> Exercise goal: If a line in the entries below holds the string "number", copy it.
====== Given entries ======
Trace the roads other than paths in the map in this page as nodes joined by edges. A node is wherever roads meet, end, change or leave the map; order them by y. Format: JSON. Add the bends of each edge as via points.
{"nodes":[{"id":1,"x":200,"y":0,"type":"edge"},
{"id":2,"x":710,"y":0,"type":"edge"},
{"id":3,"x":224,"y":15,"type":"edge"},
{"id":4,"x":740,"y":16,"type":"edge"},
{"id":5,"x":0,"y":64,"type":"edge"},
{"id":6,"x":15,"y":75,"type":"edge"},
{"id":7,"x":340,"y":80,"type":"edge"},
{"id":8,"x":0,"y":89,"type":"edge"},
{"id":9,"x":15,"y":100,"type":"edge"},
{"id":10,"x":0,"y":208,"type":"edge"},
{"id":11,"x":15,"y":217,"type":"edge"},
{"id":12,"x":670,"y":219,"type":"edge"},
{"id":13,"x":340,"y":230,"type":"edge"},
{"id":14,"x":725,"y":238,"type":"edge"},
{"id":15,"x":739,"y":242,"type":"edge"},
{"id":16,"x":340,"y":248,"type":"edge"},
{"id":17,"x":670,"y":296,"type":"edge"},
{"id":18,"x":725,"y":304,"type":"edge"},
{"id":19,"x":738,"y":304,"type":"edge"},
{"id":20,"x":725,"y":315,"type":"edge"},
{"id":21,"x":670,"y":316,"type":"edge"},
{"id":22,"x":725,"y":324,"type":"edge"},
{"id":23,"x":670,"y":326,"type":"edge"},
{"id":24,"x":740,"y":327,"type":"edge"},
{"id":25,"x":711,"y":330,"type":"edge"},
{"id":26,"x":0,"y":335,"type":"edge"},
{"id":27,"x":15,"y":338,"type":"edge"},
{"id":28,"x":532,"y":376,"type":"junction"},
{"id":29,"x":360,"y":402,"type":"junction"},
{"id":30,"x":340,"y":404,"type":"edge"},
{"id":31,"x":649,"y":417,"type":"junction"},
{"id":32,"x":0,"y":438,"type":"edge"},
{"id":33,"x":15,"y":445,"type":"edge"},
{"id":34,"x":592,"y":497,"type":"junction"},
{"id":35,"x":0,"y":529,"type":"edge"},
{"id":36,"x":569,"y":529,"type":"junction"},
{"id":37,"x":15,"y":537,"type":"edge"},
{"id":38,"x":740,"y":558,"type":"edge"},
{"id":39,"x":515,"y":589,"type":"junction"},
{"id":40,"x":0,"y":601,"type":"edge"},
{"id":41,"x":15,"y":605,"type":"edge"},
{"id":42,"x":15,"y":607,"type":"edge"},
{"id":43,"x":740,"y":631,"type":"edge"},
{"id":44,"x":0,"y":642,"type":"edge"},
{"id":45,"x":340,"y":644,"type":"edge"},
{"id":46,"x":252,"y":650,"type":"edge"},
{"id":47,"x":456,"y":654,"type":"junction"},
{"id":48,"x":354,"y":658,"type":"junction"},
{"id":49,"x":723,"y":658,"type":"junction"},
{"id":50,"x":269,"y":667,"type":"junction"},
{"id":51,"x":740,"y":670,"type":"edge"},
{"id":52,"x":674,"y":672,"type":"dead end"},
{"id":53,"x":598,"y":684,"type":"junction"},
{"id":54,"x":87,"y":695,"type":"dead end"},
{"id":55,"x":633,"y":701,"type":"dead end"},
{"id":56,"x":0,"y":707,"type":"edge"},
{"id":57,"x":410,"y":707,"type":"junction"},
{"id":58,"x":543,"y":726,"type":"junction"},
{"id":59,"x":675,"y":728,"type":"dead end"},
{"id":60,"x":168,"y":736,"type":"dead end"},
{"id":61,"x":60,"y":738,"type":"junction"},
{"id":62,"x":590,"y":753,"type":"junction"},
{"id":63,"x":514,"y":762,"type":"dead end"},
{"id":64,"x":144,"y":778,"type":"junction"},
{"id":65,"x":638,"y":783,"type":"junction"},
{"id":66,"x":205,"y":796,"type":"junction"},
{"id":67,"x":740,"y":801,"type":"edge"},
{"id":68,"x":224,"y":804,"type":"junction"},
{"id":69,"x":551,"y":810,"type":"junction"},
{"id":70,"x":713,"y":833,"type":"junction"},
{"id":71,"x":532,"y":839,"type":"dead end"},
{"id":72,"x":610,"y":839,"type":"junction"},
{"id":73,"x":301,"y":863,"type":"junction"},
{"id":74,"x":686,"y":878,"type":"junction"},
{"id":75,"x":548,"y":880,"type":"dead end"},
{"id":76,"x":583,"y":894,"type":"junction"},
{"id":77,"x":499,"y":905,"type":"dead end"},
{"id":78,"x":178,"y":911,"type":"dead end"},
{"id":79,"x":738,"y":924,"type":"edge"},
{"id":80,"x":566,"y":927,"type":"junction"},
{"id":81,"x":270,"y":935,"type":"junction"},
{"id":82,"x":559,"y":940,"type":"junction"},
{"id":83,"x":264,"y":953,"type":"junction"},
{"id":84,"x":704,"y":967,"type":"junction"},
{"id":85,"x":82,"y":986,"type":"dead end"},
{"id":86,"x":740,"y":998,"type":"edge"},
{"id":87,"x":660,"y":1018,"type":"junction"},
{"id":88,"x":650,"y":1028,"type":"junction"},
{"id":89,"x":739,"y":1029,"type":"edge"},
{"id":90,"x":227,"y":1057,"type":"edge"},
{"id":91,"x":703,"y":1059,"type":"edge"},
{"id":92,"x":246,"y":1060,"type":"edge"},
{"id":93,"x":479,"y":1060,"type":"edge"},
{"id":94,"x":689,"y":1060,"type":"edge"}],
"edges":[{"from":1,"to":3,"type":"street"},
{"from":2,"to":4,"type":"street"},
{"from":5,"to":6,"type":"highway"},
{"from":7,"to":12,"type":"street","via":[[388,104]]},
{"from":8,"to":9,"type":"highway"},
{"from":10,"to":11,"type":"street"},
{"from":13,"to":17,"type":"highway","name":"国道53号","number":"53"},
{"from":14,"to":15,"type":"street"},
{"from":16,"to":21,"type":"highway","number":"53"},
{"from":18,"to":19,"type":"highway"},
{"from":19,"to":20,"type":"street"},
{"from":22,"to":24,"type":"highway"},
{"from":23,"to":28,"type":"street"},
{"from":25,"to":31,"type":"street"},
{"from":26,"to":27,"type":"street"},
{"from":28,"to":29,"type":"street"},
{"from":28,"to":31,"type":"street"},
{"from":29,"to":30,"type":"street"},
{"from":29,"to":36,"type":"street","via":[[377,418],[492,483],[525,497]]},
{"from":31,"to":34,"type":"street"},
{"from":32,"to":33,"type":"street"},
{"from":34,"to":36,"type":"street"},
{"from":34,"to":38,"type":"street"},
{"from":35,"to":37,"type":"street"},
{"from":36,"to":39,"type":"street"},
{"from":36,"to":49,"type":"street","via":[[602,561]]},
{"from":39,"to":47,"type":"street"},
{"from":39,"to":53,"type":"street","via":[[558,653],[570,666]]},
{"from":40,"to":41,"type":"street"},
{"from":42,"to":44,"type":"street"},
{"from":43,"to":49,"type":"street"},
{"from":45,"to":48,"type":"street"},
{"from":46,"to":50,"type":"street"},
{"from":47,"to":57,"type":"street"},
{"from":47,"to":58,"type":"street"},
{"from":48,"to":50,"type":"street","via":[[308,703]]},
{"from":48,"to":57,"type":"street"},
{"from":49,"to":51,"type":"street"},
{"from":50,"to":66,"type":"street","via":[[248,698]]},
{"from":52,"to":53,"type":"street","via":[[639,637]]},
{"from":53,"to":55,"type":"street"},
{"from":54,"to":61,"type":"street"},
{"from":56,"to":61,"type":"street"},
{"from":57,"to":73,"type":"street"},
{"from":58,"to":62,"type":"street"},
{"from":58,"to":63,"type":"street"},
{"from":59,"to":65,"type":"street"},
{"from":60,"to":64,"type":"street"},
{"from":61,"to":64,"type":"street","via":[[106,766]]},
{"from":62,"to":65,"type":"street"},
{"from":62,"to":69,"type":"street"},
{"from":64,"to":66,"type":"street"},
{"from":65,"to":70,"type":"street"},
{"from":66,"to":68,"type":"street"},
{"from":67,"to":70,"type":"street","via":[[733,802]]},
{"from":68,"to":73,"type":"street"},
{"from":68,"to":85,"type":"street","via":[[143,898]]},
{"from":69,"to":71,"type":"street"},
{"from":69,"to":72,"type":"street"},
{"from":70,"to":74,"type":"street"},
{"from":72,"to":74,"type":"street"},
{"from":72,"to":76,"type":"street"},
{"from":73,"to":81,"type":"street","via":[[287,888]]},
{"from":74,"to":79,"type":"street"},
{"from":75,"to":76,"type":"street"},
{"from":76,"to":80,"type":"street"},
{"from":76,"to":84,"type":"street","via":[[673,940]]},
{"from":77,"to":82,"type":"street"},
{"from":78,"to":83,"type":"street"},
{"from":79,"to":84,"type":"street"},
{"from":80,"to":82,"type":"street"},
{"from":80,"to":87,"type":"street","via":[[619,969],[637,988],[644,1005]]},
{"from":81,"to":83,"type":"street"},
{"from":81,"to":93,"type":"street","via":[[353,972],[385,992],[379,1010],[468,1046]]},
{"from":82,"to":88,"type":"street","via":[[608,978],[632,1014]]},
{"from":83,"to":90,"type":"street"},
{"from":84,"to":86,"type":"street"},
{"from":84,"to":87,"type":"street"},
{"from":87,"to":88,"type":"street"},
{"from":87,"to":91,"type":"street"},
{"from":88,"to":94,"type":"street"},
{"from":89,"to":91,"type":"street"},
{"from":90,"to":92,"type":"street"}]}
======
> Answer to this problem:
{"from":13,"to":17,"type":"highway","name":"国道53号","number":"53"},
{"from":16,"to":21,"type":"highway","number":"53"},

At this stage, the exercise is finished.